Instructions to follow:
Give back the whole listing exactly as written, leaving out each picture.

"""

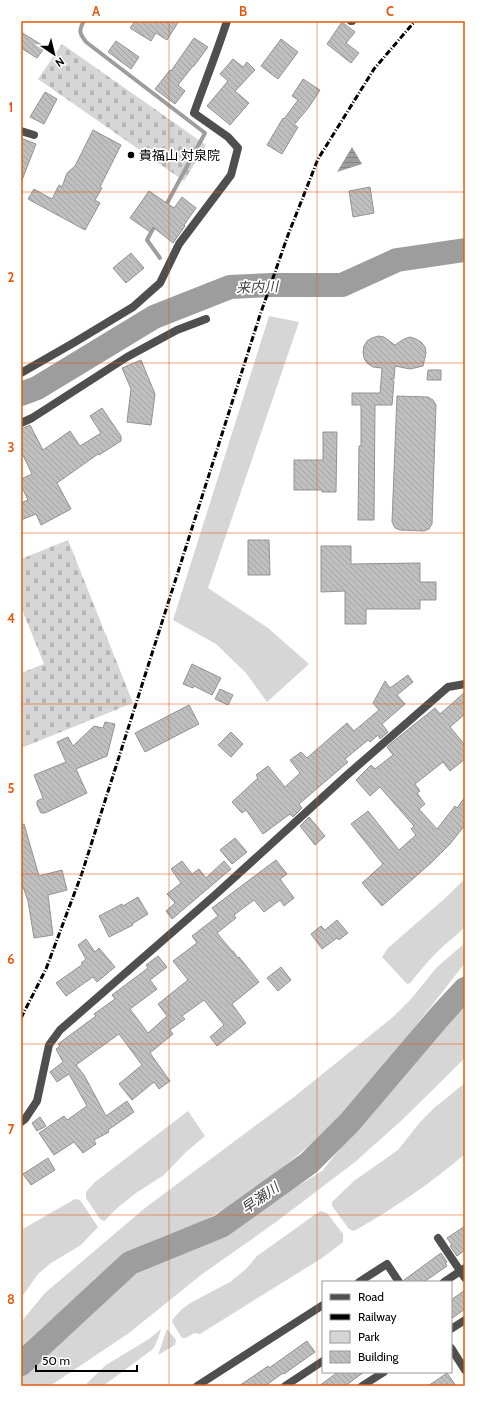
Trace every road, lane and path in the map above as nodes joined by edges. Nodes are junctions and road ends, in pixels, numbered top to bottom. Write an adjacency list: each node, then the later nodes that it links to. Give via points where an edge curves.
1 (227, 21): 5 (street, via 194,113 238,148 231,176 179,244 160,283 133,307)
2 (21, 131): 3 (street)
3 (34, 135)
4 (206, 319): 6 (street, via 177,330 127,357 32,418)
5 (21, 373)
6 (21, 422)
7 (465, 684): 8 (street, via 448,687 60,1030 49,1045 37,1101)
8 (21, 1122)
9 (438, 1238): 10 (street)
10 (463, 1273): 13 (street)
11 (361, 1281): 12 (street, via 387,1264)
12 (398, 1281)
13 (446, 1281)
14 (322, 1306): 21 (street)
15 (465, 1320): 16 (street)
16 (452, 1328)
17 (452, 1350): 19 (street)
18 (322, 1362): 22 (street)
19 (465, 1370)
20 (382, 1373): 23 (street)
21 (197, 1386)
22 (285, 1386)
23 (362, 1386)

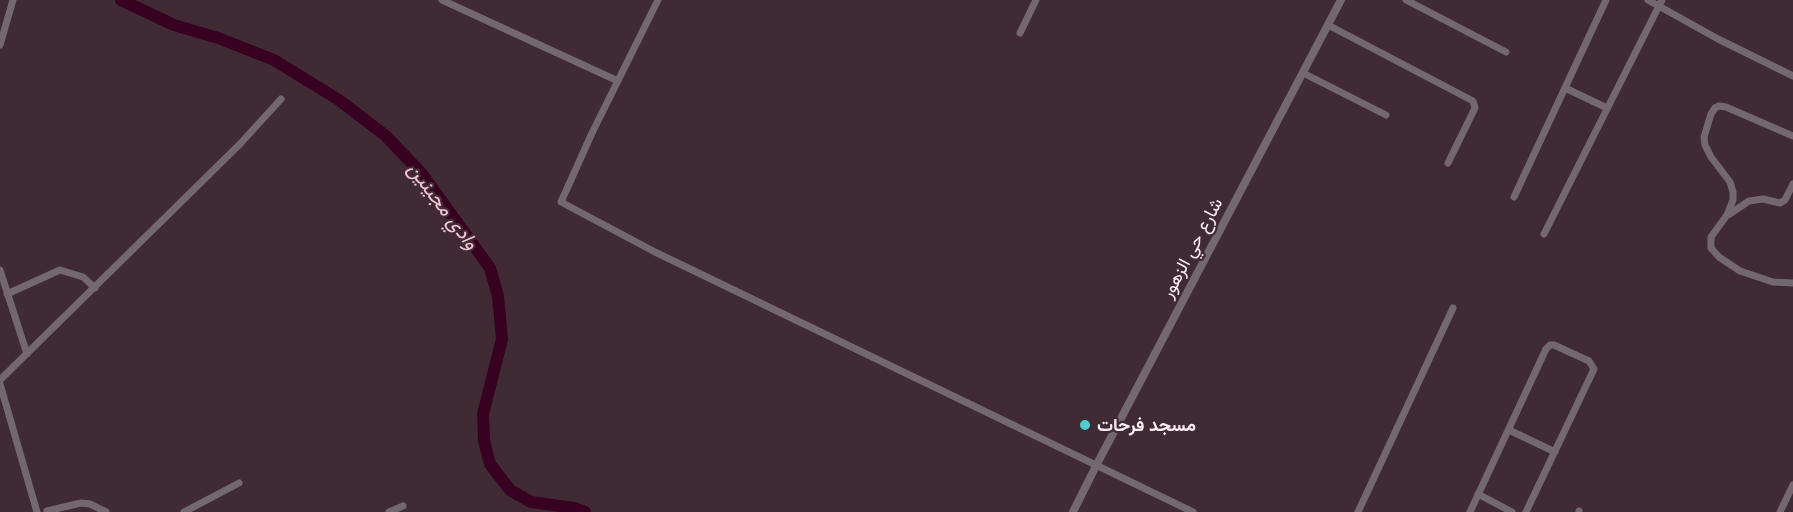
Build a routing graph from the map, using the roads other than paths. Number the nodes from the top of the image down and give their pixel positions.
1 (13, 0) edge
2 (442, 0) edge
3 (658, 0) edge
4 (1036, 0) edge
5 (1341, 0) edge
6 (1406, 0) edge
7 (1606, 0) edge
8 (1648, 0) edge
9 (1661, 3) edge
10 (1329, 25) junction
11 (1020, 33) dead end
12 (0, 45) edge
13 (1506, 52) dead end
14 (1303, 73) junction
15 (1793, 76) edge
16 (618, 81) junction
17 (1565, 88) junction
18 (281, 99) dead end
19 (1607, 108) junction
20 (1386, 115) dead end
21 (1793, 136) edge
22 (1448, 163) dead end
23 (1793, 184) edge
24 (1514, 197) dead end
25 (1727, 215) junction
26 (1544, 234) dead end
27 (0, 270) edge
28 (1793, 283) edge
29 (94, 288) junction
30 (8, 297) junction
31 (0, 302) edge
32 (1453, 308) dead end
33 (27, 354) junction
34 (0, 382) edge
35 (1509, 430) junction
36 (1555, 452) junction
37 (1096, 464) junction
38 (239, 483) dead end
39 (1793, 485) edge
40 (1478, 494) junction
41 (403, 506) dead end
42 (36, 512) edge
43 (45, 512) edge
44 (106, 512) edge
45 (184, 512) edge
46 (389, 512) edge
47 (1073, 512) edge
48 (1193, 512) edge
49 (1358, 512) edge
50 (1470, 512) edge
51 (1512, 512) edge
52 (1526, 512) edge
53 (1780, 512) edge

1 - 12 street
2 - 16 street
3 - 16 street
4 - 11 street
5 - 10 street, شارع حي الزهور
6 - 13 street
7 - 17 street
8 - 9 street
9 - 15 street
9 - 19 street
10 - 14 street, شارع حي الزهور
10 - 22 street
14 - 20 street
14 - 37 street, شارع حي الزهور
16 - 37 street
17 - 19 street
17 - 24 street
18 - 29 street
19 - 26 street
21 - 25 street
23 - 25 street
25 - 28 street
27 - 30 street
29 - 30 street
29 - 33 street
30 - 31 street
30 - 33 street
32 - 49 street
33 - 34 street
34 - 42 street
35 - 36 street
35 - 36 street
35 - 40 street
36 - 52 street
37 - 47 street, شارع حي الزهور
37 - 48 street
38 - 45 street
39 - 53 street
40 - 50 street
40 - 51 street
41 - 46 street
43 - 44 street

"""

Exercise response:
Trace every road, lane and path in the map above as nodes joined by edges. Nodes are junctions and road ends, in pixels, numbered top to bottom. Write an adjacency list: each node, then the later nodes that it links to. Give via points where an edge curves.
1 (227, 21): 5 (street, via 194,113 238,148 231,176 179,244 160,283 133,307)
2 (21, 131): 3 (street)
3 (34, 135)
4 (206, 319): 6 (street, via 177,330 127,357 32,418)
5 (21, 373)
6 (21, 422)
7 (465, 684): 8 (street, via 448,687 60,1030 49,1045 37,1101)
8 (21, 1122)
9 (438, 1238): 10 (street)
10 (463, 1273): 13 (street)
11 (361, 1281): 12 (street, via 387,1264)
12 (398, 1281)
13 (446, 1281)
14 (322, 1306): 21 (street)
15 (465, 1320): 16 (street)
16 (452, 1328)
17 (452, 1350): 19 (street)
18 (322, 1362): 22 (street)
19 (465, 1370)
20 (382, 1373): 23 (street)
21 (197, 1386)
22 (285, 1386)
23 (362, 1386)

Build a routing graph from the map, using the roads other than paths. Number the nodes from the top of the image down and give their pixel positions.
1 (13, 0) edge
2 (442, 0) edge
3 (658, 0) edge
4 (1036, 0) edge
5 (1341, 0) edge
6 (1406, 0) edge
7 (1606, 0) edge
8 (1648, 0) edge
9 (1661, 3) edge
10 (1329, 25) junction
11 (1020, 33) dead end
12 (0, 45) edge
13 (1506, 52) dead end
14 (1303, 73) junction
15 (1793, 76) edge
16 (618, 81) junction
17 (1565, 88) junction
18 (281, 99) dead end
19 (1607, 108) junction
20 (1386, 115) dead end
21 (1793, 136) edge
22 (1448, 163) dead end
23 (1793, 184) edge
24 (1514, 197) dead end
25 (1727, 215) junction
26 (1544, 234) dead end
27 (0, 270) edge
28 (1793, 283) edge
29 (94, 288) junction
30 (8, 297) junction
31 (0, 302) edge
32 (1453, 308) dead end
33 (27, 354) junction
34 (0, 382) edge
35 (1509, 430) junction
36 (1555, 452) junction
37 (1096, 464) junction
38 (239, 483) dead end
39 (1793, 485) edge
40 (1478, 494) junction
41 (403, 506) dead end
42 (36, 512) edge
43 (45, 512) edge
44 (106, 512) edge
45 (184, 512) edge
46 (389, 512) edge
47 (1073, 512) edge
48 (1193, 512) edge
49 (1358, 512) edge
50 (1470, 512) edge
51 (1512, 512) edge
52 (1526, 512) edge
53 (1780, 512) edge

1 - 12 street
2 - 16 street
3 - 16 street
4 - 11 street
5 - 10 street, شارع حي الزهور
6 - 13 street
7 - 17 street
8 - 9 street
9 - 15 street
9 - 19 street
10 - 14 street, شارع حي الزهور
10 - 22 street
14 - 20 street
14 - 37 street, شارع حي الزهور
16 - 37 street
17 - 19 street
17 - 24 street
18 - 29 street
19 - 26 street
21 - 25 street
23 - 25 street
25 - 28 street
27 - 30 street
29 - 30 street
29 - 33 street
30 - 31 street
30 - 33 street
32 - 49 street
33 - 34 street
34 - 42 street
35 - 36 street
35 - 36 street
35 - 40 street
36 - 52 street
37 - 47 street, شارع حي الزهور
37 - 48 street
38 - 45 street
39 - 53 street
40 - 50 street
40 - 51 street
41 - 46 street
43 - 44 street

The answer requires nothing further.